How a Tiny AGENTS.md Change Boosted AI Coding Accuracy from 53% to 100%

A Vercel team experiment shows that replacing the Skills approach with a small 8 KB AGENTS.md file raised AI coding agents' pass rate from 53% to a perfect 100%, revealing the fragility of explicit tool calls and the strength of passive, always‑available context.

AI Engineering
AI Engineering
AI Engineering
How a Tiny AGENTS.md Change Boosted AI Coding Accuracy from 53% to 100%

Core Problem

AI coding agents often lag behind framework updates because their training data lacks newly introduced APIs such as 'use cache', connection(), and forbidden() in Next.js 16. When encountering these APIs, agents either generate incorrect code or fall back to outdated patterns. The reverse also occurs: older Next.js versions may prompt the model to suggest APIs that do not yet exist.

Two Competing Approaches

Skills are an open standard that bundles domain knowledge, prompts, tools, and documentation for agents to call on demand. Ideally, an agent detects a need for framework‑specific help, invokes the skill, and receives the relevant docs.

AGENTS.md is a markdown file placed at the project root that provides continuous context to the coding agent. Whatever is placed in AGENTS.md is accessible in every round without the agent having to decide whether to load it.

Vercel initially bet on Skills, expecting concise context and on‑demand loading.

Unexpected Results

In evaluation, agents ignored available Skills 56% of the time, yielding the same 53% pass rate as the baseline with no Skills. This unreliability of tool usage is a known limitation of current models.

Fragility of Explicit Instructions

The team added a clear directive in AGENTS.md: “Before writing code, first explore the project structure, then call the nextjs‑doc skill for documentation.” This raised the skill‑trigger rate above 95% and the pass rate to 79%, but minor wording changes caused large behavior swings:

“You must call the skill” – the agent reads the doc first, anchoring on documentation mode and missing project context.

“Explore the project then call the skill” – the agent builds a mental model first, then references the doc, producing better results.

In a 'use cache' test, the “call first” wording produced a correct page.tsx but omitted the required next.config.ts change, whereas the “explore first” wording got both right.

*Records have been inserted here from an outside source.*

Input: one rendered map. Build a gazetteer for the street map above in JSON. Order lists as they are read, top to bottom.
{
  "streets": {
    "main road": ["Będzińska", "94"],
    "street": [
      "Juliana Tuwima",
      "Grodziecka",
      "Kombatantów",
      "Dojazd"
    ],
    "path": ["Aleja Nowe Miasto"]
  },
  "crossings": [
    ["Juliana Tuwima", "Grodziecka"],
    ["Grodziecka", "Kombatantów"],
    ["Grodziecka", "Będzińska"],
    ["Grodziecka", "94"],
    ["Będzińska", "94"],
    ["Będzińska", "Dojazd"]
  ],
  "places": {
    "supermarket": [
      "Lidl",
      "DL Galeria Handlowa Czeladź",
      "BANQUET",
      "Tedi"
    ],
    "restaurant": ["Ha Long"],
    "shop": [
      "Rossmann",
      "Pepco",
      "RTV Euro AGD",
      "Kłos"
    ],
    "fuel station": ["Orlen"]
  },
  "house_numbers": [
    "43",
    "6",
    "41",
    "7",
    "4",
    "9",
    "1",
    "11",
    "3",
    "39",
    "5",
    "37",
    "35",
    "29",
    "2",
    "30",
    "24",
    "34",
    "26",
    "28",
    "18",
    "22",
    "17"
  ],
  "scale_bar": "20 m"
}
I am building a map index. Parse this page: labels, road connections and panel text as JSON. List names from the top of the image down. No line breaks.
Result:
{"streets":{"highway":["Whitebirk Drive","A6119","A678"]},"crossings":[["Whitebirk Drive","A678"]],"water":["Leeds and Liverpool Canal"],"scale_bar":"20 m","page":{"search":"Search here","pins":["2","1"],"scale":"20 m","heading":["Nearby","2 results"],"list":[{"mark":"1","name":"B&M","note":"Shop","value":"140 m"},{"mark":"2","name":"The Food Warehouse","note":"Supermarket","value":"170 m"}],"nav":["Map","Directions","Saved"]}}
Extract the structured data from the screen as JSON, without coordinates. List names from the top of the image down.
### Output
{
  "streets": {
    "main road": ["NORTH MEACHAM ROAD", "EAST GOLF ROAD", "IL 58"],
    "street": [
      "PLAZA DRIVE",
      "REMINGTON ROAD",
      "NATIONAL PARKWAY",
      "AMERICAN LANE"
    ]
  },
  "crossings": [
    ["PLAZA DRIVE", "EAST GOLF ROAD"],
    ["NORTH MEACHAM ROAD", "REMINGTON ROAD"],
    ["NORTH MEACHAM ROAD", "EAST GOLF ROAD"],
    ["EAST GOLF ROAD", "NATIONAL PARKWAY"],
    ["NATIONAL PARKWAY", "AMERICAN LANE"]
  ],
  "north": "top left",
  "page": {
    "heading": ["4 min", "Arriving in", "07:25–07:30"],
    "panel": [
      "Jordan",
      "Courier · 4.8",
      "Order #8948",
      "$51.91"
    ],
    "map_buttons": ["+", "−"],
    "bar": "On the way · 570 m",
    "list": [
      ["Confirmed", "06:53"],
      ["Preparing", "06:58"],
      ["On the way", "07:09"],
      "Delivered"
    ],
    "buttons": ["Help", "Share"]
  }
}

Building a Trustworthy Evaluation

The initial test suite suffered from vague prompts, implementation‑focused checks, and focus on APIs already present in training data. The team strengthened the suite by removing test leakage, resolving contradictions, switching to behavior‑based assertions, and concentrating on APIs absent from the model’s training data, such as connection(), 'use cache', cacheLife(), cacheTag(), forbidden(), unauthorized(), proxy.ts, cookies(), headers(), after(), updateTag(), and refresh().

Key Turning Point

Instead of relying on the agent to decide when to invoke a skill, the team embedded a document index directly into AGENTS.md, pointing the agent to version‑matched documentation files. They added the instruction: “Important: For any Next.js task, prefer retrieval‑led reasoning over pre‑training‑led reasoning.” This tells the agent to look up docs rather than depend on possibly stale training knowledge.

Winning Results

Evaluation showed that the AGENTS.md method achieved 100% pass rates across build, code‑check, and test dimensions, while the best‑case Skills approach capped at 79%.

Baseline (no docs): 53%

Skills (default): 53%

Skills (explicit instruction): 79%

AGENTS.md index: 100%

The “clumsy” static markdown outperformed the more sophisticated skill‑retrieval system.

Why Passive Context Wins

No decision point : The agent never has to ask “Should I look up docs?” because the information is already present.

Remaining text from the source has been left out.